#### Record extracts ####

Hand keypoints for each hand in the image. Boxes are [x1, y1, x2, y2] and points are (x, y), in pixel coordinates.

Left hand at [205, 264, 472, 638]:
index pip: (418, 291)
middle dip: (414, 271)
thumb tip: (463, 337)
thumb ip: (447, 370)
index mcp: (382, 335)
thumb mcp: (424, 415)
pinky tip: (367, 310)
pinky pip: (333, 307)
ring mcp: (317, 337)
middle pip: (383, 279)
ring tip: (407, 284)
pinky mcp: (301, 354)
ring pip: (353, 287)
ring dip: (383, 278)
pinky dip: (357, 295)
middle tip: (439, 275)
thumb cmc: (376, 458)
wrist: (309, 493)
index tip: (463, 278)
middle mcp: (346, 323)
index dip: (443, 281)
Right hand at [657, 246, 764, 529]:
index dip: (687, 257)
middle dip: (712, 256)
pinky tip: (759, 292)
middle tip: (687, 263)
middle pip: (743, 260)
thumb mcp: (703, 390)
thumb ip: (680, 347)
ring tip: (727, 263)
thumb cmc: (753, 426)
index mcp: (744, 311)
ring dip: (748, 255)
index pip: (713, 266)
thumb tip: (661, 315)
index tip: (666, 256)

####
#### Record extracts ####

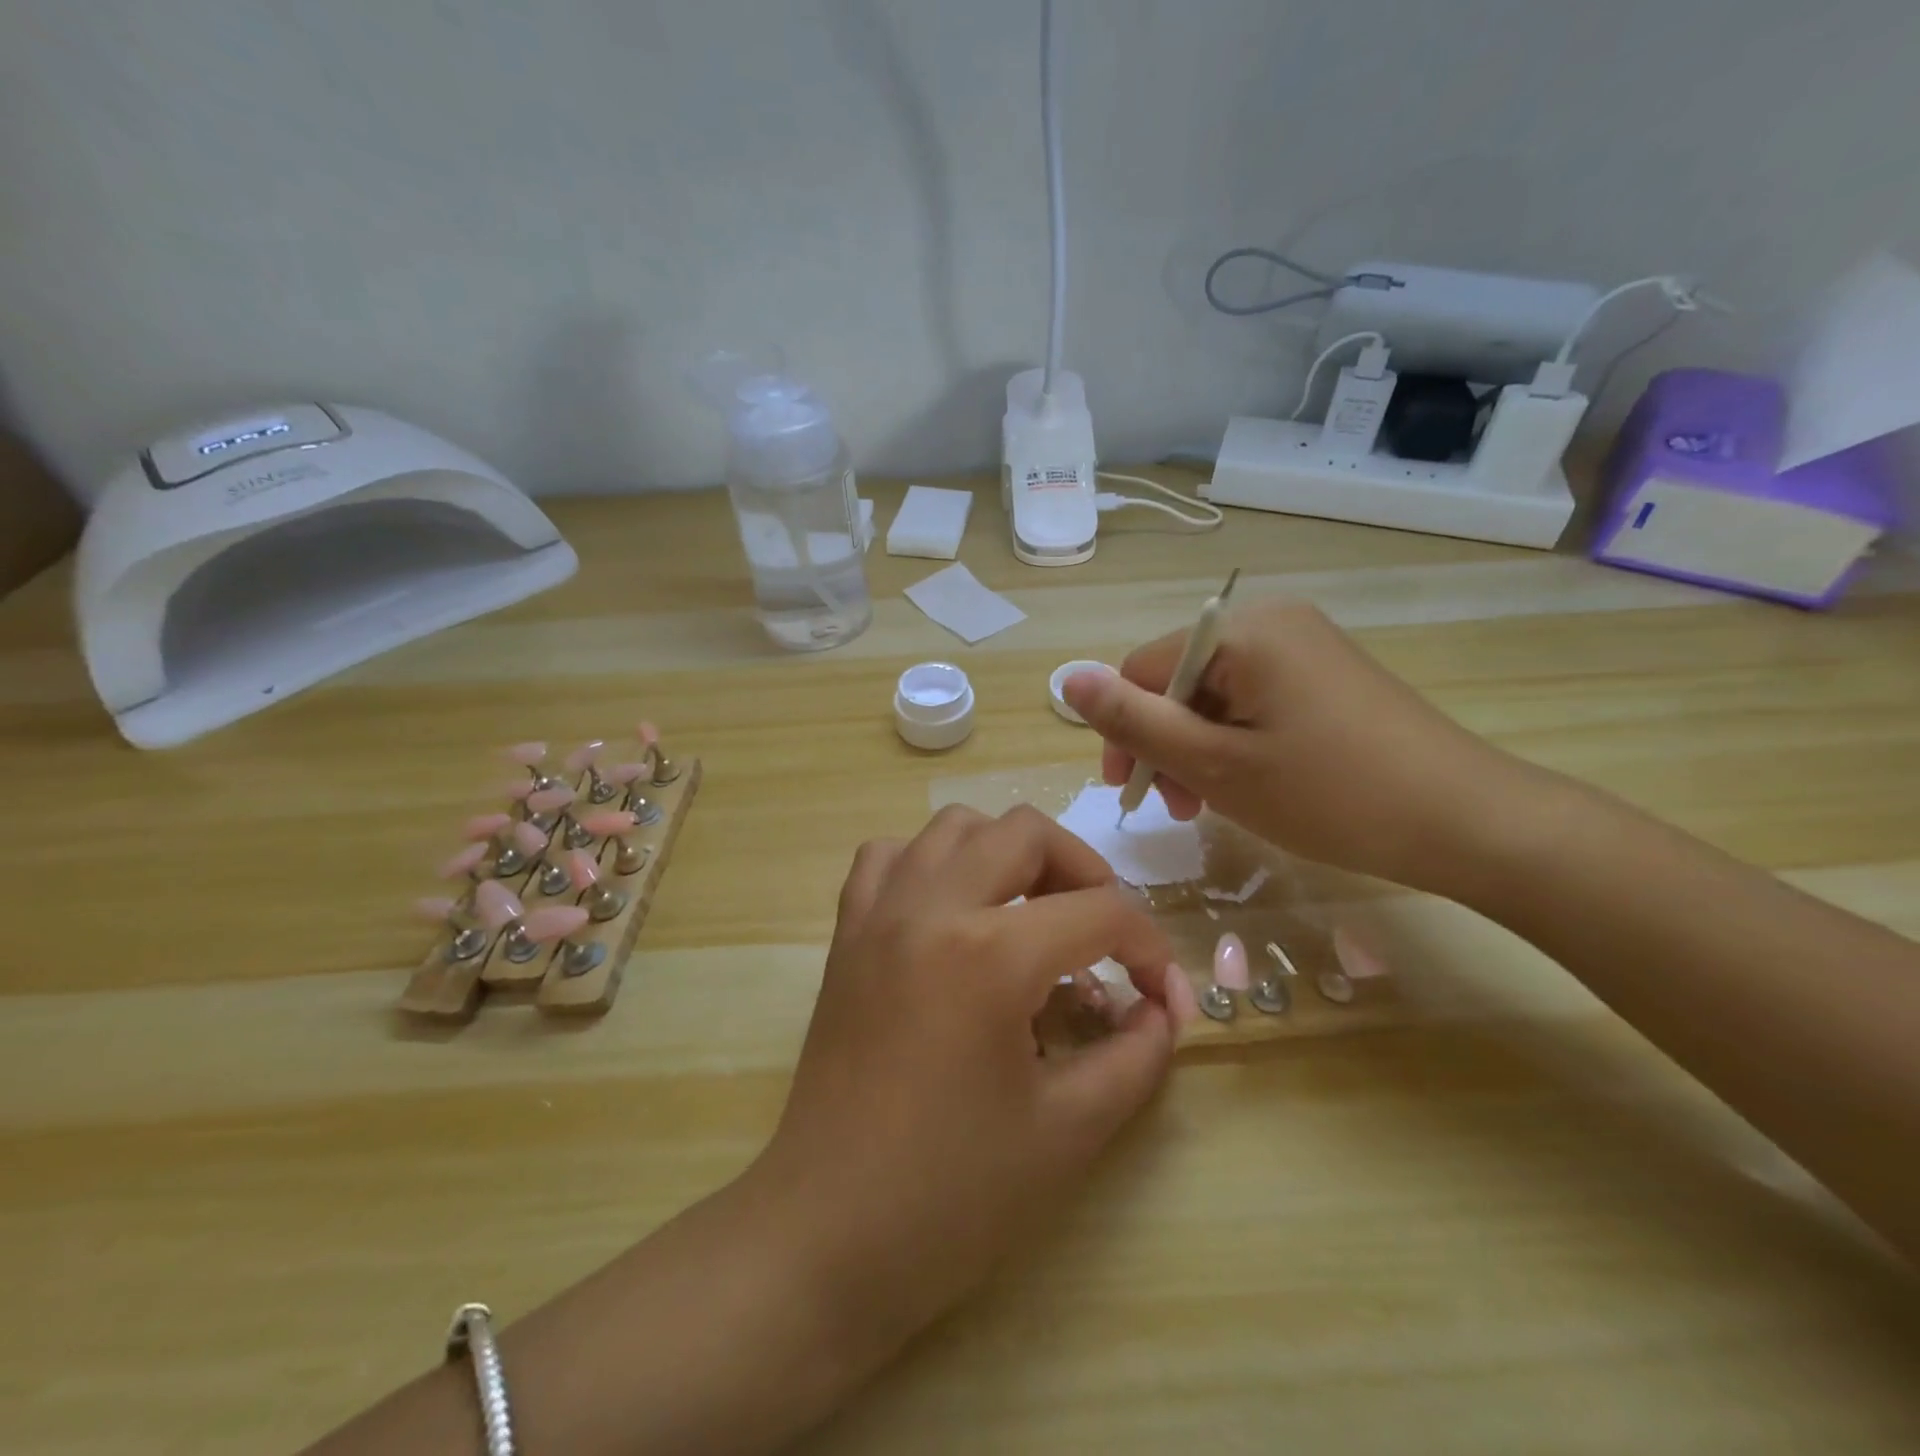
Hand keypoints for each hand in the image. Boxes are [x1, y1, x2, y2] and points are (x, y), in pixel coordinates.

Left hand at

####

What you need to do -> All that is wanted is an exact copy of the lines above from the one with "index tip: (463, 278)" through the one with "index tip: (666, 256)", with both ends included.

Written answer ->
index tip: (463, 278)
middle mcp: (346, 323)
index dip: (443, 281)
Right hand at [657, 246, 764, 529]:
index dip: (687, 257)
middle dip: (712, 256)
pinky tip: (759, 292)
middle tip: (687, 263)
middle pip: (743, 260)
thumb mcp: (703, 390)
thumb ip: (680, 347)
ring tip: (727, 263)
thumb cmc: (753, 426)
index mcp: (744, 311)
ring dip: (748, 255)
index pip: (713, 266)
thumb tip: (661, 315)
index tip: (666, 256)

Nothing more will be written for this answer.